§ **Task to carry out**
The answer must be an exact copy of the records, with every picture removed.

§ **Source material**

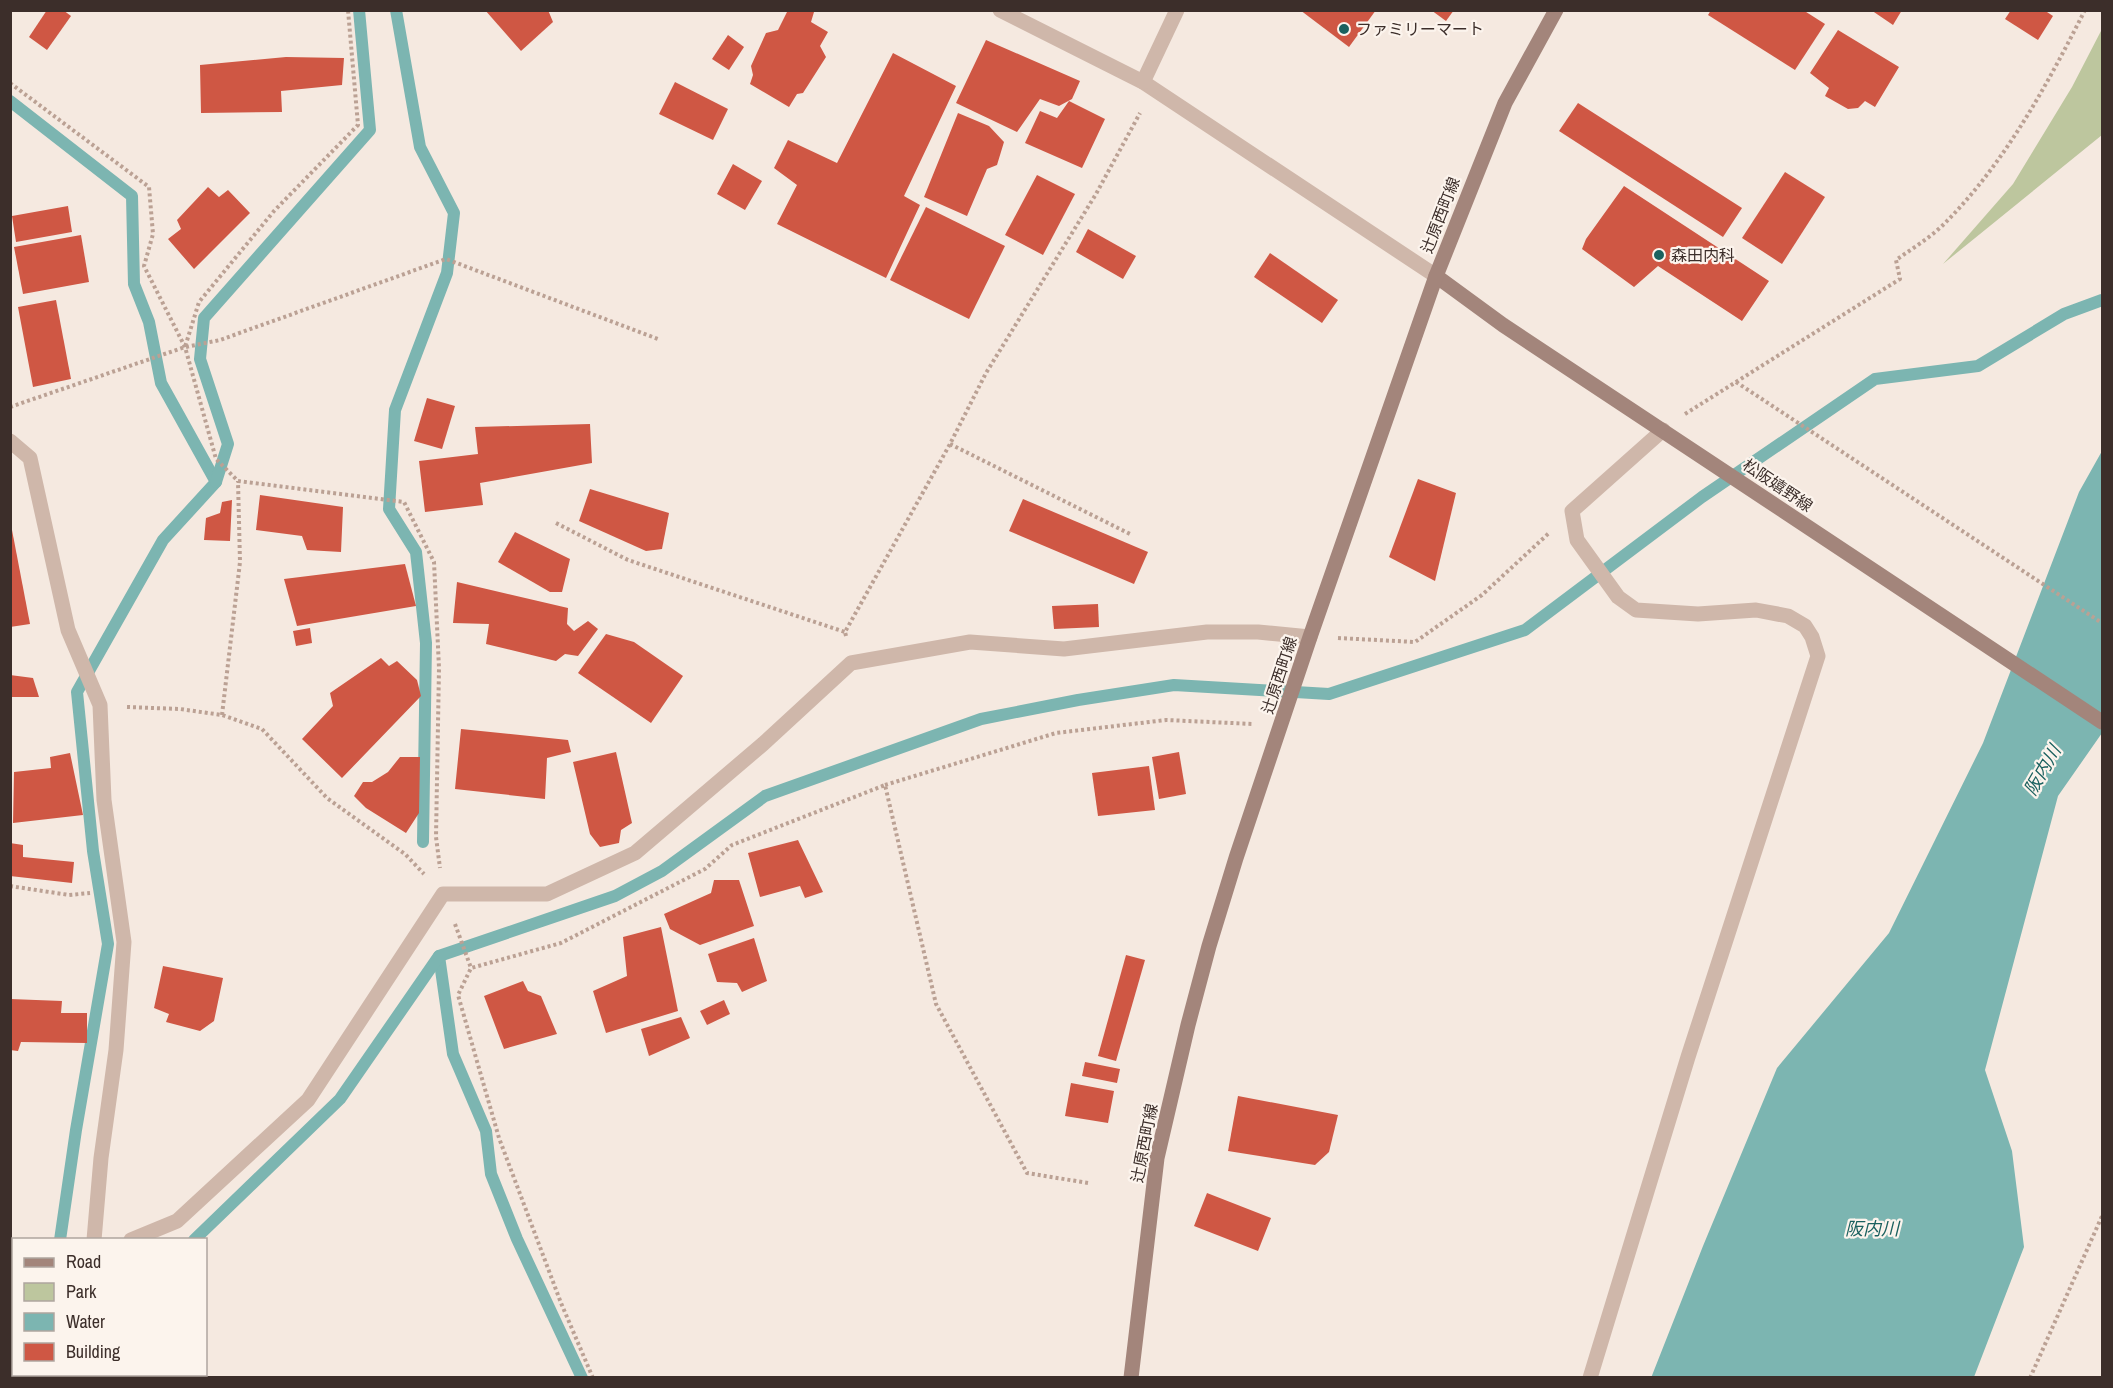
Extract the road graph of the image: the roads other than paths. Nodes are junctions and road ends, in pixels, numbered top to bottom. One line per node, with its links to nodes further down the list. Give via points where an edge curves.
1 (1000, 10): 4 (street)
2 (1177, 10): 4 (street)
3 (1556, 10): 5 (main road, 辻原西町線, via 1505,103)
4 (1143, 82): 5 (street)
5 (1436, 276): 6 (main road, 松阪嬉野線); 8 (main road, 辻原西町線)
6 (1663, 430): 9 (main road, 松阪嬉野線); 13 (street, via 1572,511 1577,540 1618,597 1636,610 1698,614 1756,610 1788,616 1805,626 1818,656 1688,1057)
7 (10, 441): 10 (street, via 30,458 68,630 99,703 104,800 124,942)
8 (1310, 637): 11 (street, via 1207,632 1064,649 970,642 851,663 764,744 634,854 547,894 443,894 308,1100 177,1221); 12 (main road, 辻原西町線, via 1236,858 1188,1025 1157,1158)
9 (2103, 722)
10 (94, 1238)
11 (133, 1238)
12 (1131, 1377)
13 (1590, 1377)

§ **Response**
Extract the road graph of the image: the roads other than paths. Nodes are junctions and road ends, in pixels, numbered top to bottom. One line per node, with its links to nodes further down the list. Give via points where an edge curves.
1 (1000, 10): 4 (street)
2 (1177, 10): 4 (street)
3 (1556, 10): 5 (main road, 辻原西町線, via 1505,103)
4 (1143, 82): 5 (street)
5 (1436, 276): 6 (main road, 松阪嬉野線); 8 (main road, 辻原西町線)
6 (1663, 430): 9 (main road, 松阪嬉野線); 13 (street, via 1572,511 1577,540 1618,597 1636,610 1698,614 1756,610 1788,616 1805,626 1818,656 1688,1057)
7 (10, 441): 10 (street, via 30,458 68,630 99,703 104,800 124,942)
8 (1310, 637): 11 (street, via 1207,632 1064,649 970,642 851,663 764,744 634,854 547,894 443,894 308,1100 177,1221); 12 (main road, 辻原西町線, via 1236,858 1188,1025 1157,1158)
9 (2103, 722)
10 (94, 1238)
11 (133, 1238)
12 (1131, 1377)
13 (1590, 1377)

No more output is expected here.